**To do**
Show every line of the data that contains the string "Boardwalk".
-=-=-
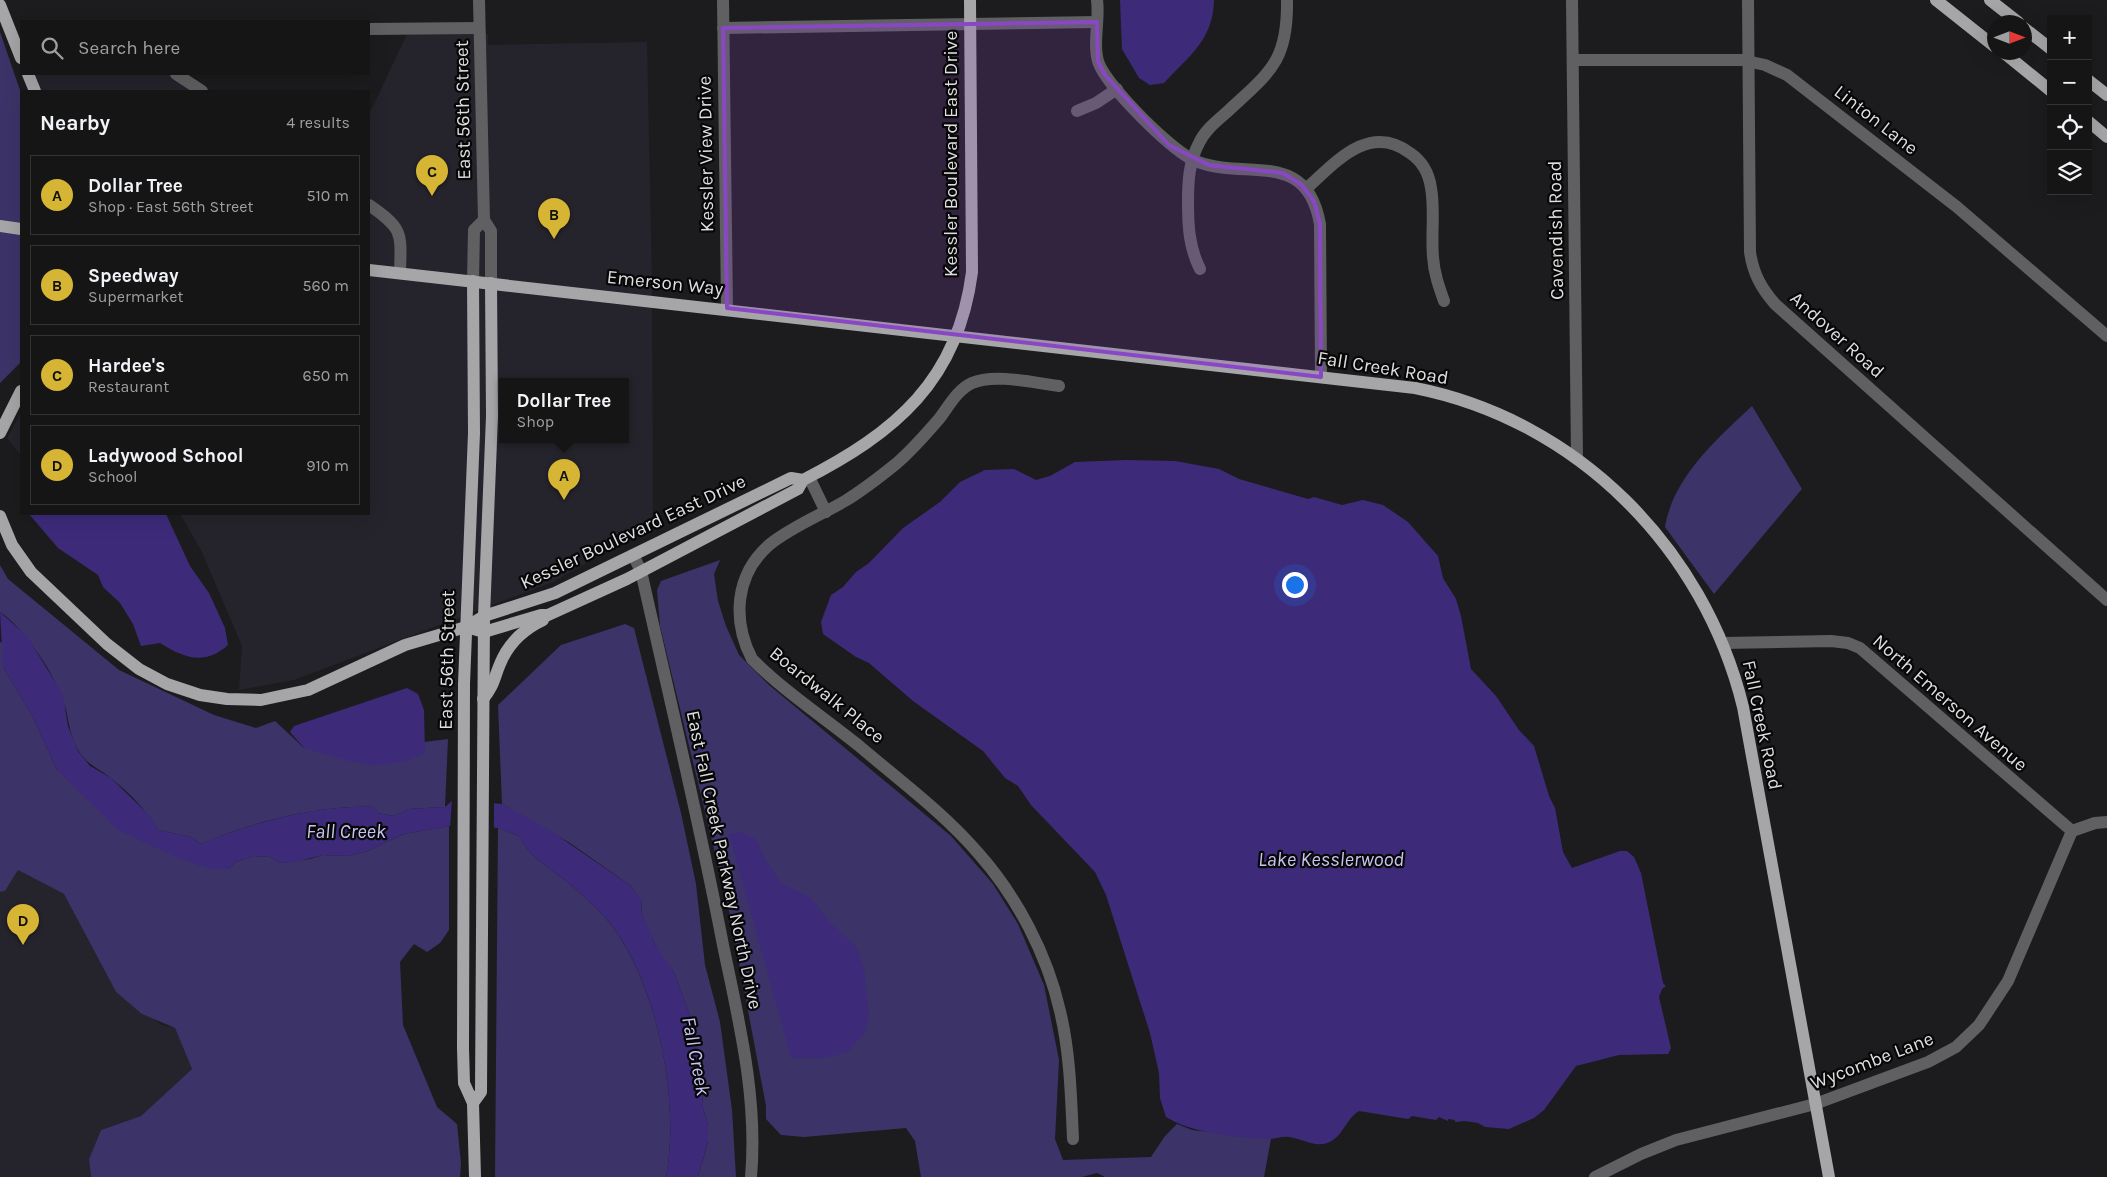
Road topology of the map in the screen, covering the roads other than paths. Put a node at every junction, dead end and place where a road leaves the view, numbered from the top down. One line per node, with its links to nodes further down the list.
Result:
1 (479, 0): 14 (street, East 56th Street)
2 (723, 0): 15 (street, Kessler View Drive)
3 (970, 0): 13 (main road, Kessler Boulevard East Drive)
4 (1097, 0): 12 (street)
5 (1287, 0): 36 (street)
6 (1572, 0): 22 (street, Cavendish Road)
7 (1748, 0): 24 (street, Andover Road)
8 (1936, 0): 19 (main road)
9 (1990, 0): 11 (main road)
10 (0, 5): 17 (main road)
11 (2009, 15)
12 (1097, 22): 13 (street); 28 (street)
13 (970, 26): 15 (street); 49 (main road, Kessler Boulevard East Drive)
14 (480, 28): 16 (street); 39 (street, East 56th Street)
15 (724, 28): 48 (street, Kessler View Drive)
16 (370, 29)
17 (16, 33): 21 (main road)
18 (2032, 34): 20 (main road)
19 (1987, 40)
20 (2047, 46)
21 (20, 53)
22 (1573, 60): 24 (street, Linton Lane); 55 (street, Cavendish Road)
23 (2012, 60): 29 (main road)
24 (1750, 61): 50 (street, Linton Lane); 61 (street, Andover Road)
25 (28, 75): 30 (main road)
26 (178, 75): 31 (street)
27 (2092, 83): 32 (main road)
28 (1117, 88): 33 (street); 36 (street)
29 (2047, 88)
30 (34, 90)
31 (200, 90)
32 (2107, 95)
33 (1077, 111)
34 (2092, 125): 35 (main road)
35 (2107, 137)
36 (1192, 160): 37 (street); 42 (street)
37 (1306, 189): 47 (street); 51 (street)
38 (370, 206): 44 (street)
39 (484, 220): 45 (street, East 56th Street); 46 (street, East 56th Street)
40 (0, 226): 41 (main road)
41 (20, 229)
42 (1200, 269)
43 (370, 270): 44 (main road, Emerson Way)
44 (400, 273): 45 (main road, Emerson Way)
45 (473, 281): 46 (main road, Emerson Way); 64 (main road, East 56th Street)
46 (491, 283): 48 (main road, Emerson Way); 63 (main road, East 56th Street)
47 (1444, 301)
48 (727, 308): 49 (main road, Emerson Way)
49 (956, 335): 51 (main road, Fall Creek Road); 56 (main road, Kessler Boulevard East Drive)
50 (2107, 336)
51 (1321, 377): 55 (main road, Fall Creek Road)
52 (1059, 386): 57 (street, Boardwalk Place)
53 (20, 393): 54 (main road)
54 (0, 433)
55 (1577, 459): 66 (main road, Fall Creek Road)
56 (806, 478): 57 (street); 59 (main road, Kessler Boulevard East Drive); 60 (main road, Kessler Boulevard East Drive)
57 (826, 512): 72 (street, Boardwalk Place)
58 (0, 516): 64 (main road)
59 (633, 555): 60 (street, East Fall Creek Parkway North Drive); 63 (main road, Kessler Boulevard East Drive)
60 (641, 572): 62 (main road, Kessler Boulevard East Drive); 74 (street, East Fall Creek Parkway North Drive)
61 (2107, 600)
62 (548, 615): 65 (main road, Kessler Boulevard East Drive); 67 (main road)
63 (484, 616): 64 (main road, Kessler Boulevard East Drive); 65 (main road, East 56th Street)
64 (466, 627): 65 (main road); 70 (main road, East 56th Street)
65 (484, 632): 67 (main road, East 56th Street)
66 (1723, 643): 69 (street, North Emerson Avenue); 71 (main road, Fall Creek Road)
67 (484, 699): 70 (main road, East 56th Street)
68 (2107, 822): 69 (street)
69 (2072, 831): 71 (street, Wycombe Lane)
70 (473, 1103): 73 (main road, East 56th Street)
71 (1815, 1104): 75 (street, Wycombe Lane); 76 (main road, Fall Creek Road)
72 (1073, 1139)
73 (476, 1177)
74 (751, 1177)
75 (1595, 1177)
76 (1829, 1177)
-=-=-
**Answer to this problem**
52 (1059, 386): 57 (street, Boardwalk Place)
57 (826, 512): 72 (street, Boardwalk Place)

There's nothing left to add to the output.